You are viewing a plain text version of this content. The canonical link for it is here.
Posted to issues@spark.apache.org by "Alger Remirata (JIRA)" <ji...@apache.org> on 2016/01/06 17:42:39 UTC
[jira] [Comment Edited] (SPARK-5955) Add checkpointInterval to ALS

    [ https://issues.apache.org/jira/browse/SPARK-5955?page=com.atlassian.jira.plugin.system.issuetabpanels:comment-tabpanel&focusedCommentId=15085794#comment-15085794 ] 

Alger Remirata edited comment on SPARK-5955 at 1/6/16 4:42 PM:
---------------------------------------------------------------

Hi Xiangrui Meng, 

First of all, I would like to thank you guys for developing spark and putting it open source that we can use. I'm Alger Remirata, a researcher from the Philippines. I'm new to Spark and Scala, and working in a project involving matrix factorizations in Spark. I have a problem regarding running ALS in Spark. It has a stackoverflow due to long linage chain as per comments on the internet. One of their suggestion is to use the setCheckpointInterval so that for every 10-20 iterations, we can checkpoint the RDDs and it prevents the error. Just want to ask details on how to do checkpointing with ALS. I am using spark-kernel developed by IBM: https://github.com/ibm-et/spark-kernel instead of spark-shell.

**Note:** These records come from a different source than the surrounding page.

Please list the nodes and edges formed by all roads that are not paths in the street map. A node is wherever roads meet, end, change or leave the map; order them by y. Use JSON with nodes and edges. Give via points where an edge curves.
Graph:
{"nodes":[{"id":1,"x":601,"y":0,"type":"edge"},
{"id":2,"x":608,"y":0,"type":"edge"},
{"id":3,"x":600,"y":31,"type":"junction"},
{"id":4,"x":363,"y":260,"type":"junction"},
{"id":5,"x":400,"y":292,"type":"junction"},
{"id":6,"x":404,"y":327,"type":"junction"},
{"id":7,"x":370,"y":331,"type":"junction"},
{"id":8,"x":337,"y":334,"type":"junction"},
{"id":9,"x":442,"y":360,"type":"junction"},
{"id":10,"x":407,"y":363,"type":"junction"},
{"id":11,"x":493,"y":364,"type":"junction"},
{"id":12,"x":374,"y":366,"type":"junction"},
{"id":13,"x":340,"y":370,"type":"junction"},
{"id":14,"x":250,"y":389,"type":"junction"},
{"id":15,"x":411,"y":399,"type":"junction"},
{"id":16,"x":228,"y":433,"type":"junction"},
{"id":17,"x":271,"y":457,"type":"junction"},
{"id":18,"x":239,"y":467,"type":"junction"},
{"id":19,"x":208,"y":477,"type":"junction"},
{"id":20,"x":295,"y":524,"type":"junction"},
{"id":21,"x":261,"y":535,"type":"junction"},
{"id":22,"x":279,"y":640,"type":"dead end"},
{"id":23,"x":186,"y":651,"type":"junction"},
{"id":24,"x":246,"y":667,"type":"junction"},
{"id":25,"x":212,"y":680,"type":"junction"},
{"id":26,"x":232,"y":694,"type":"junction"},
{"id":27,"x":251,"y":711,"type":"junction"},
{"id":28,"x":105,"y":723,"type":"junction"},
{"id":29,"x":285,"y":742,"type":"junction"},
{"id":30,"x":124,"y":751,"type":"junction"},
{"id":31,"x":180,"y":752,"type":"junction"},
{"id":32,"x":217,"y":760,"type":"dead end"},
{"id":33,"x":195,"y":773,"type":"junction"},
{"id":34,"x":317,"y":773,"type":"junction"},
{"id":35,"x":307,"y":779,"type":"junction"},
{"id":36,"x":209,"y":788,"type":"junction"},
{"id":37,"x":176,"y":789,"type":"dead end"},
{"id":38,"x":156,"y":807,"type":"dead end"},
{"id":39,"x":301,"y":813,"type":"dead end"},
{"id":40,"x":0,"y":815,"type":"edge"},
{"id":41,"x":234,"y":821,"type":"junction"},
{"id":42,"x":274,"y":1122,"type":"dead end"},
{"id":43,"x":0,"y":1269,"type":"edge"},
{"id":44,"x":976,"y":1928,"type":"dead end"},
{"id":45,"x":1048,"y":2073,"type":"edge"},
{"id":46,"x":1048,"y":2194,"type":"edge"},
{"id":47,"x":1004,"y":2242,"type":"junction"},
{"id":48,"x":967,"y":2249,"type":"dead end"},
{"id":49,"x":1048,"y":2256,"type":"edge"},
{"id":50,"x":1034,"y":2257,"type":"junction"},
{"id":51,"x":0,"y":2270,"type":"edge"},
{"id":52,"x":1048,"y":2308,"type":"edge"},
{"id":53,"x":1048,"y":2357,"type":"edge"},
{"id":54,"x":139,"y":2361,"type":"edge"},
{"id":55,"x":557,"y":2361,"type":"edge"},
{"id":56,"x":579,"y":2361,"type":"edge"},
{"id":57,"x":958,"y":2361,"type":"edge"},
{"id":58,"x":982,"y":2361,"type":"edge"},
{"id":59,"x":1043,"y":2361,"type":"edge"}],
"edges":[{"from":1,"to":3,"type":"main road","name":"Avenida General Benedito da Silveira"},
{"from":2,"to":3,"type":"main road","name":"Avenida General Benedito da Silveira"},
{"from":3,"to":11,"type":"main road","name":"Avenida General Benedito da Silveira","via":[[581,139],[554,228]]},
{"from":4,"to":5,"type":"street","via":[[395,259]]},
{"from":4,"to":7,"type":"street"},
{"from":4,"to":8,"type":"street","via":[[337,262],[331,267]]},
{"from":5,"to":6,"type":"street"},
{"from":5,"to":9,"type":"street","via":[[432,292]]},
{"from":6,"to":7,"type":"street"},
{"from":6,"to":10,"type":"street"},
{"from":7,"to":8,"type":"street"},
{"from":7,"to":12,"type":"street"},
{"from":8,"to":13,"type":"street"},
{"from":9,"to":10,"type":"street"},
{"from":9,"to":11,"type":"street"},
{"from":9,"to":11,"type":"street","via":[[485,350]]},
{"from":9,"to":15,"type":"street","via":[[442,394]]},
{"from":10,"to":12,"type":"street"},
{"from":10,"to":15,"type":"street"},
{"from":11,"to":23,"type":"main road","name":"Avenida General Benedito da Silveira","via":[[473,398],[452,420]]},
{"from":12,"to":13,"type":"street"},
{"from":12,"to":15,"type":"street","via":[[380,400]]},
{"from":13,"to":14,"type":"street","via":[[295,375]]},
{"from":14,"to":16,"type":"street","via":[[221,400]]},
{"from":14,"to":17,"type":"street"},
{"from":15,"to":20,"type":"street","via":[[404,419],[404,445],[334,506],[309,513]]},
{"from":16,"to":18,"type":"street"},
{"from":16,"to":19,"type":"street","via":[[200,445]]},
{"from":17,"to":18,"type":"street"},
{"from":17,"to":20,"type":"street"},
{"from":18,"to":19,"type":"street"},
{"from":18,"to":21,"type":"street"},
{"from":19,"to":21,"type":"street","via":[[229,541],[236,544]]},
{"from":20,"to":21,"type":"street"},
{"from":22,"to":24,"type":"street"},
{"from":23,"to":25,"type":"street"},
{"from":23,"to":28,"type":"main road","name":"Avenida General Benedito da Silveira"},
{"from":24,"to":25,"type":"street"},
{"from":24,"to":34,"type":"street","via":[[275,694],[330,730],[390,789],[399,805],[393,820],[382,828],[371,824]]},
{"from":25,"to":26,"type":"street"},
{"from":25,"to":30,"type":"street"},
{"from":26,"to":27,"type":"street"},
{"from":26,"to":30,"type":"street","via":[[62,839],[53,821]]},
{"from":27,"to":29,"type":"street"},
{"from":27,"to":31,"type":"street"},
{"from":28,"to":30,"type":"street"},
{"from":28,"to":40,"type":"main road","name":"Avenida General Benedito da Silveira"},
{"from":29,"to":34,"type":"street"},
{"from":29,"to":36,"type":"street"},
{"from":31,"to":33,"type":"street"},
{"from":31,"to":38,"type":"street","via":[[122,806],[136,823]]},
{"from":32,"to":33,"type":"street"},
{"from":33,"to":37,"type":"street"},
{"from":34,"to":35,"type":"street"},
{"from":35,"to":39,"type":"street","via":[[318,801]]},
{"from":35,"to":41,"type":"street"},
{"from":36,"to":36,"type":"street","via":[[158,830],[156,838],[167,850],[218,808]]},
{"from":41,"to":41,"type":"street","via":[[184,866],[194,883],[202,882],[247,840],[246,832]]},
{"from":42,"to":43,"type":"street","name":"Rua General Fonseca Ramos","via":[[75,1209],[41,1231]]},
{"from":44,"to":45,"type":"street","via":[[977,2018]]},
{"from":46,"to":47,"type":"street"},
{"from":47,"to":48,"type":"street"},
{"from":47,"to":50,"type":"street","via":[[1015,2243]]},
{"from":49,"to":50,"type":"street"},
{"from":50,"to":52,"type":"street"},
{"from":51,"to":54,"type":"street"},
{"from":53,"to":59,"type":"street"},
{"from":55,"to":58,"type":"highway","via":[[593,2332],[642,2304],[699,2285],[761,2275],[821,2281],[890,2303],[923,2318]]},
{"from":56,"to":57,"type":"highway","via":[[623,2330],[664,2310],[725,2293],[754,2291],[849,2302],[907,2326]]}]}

Here are some of my specific questions regarding details on checkpoint:

1. In setting checkpoint directory through SparkContext.setCheckPointDir(), it needs to be a hadoop compatible directory. Can we use any available hdfs-compatible directory?
2. What do you mean by this comment on the code in ALS checkpointing:
If the checkpoint directory is not set in [[org.apache.spark.SparkContext]],
  * this setting is ignored.
3. Is the use of setCheckPointInterval the only code I needed to add to have checkpointing for ALS work?
4. I am getting this error: Name: java.lang.IllegalArgumentException, Message: Wrong FS: expected file :///. How can I solve this? What is the proper way of using checkpointing.

Thanks a lot!


was (Author: aremirata):
Hi Xiangrui Meng, 

First of all, I would like to thank you guys for developing spark and putting it open source that we can use. I'm Alger Remirata, a researcher from the Philippines. I'm new to Spark and Scala, and working in a project involving matrix factorizations in Spark. I have a problem regarding running ALS in Spark. It has a stackoverflow due to long linage chain as per comments on the internet. One of their suggestion is to use the setCheckpointInterval so that for every 10-20 iterations, we can checkpoint the RDDs and it prevents the error. Just want to ask details on how to do checkpointing with ALS. I am using spark-kernel developed by IBM: https://github.com/ibm-et/spark-kernel instead of spark-shell.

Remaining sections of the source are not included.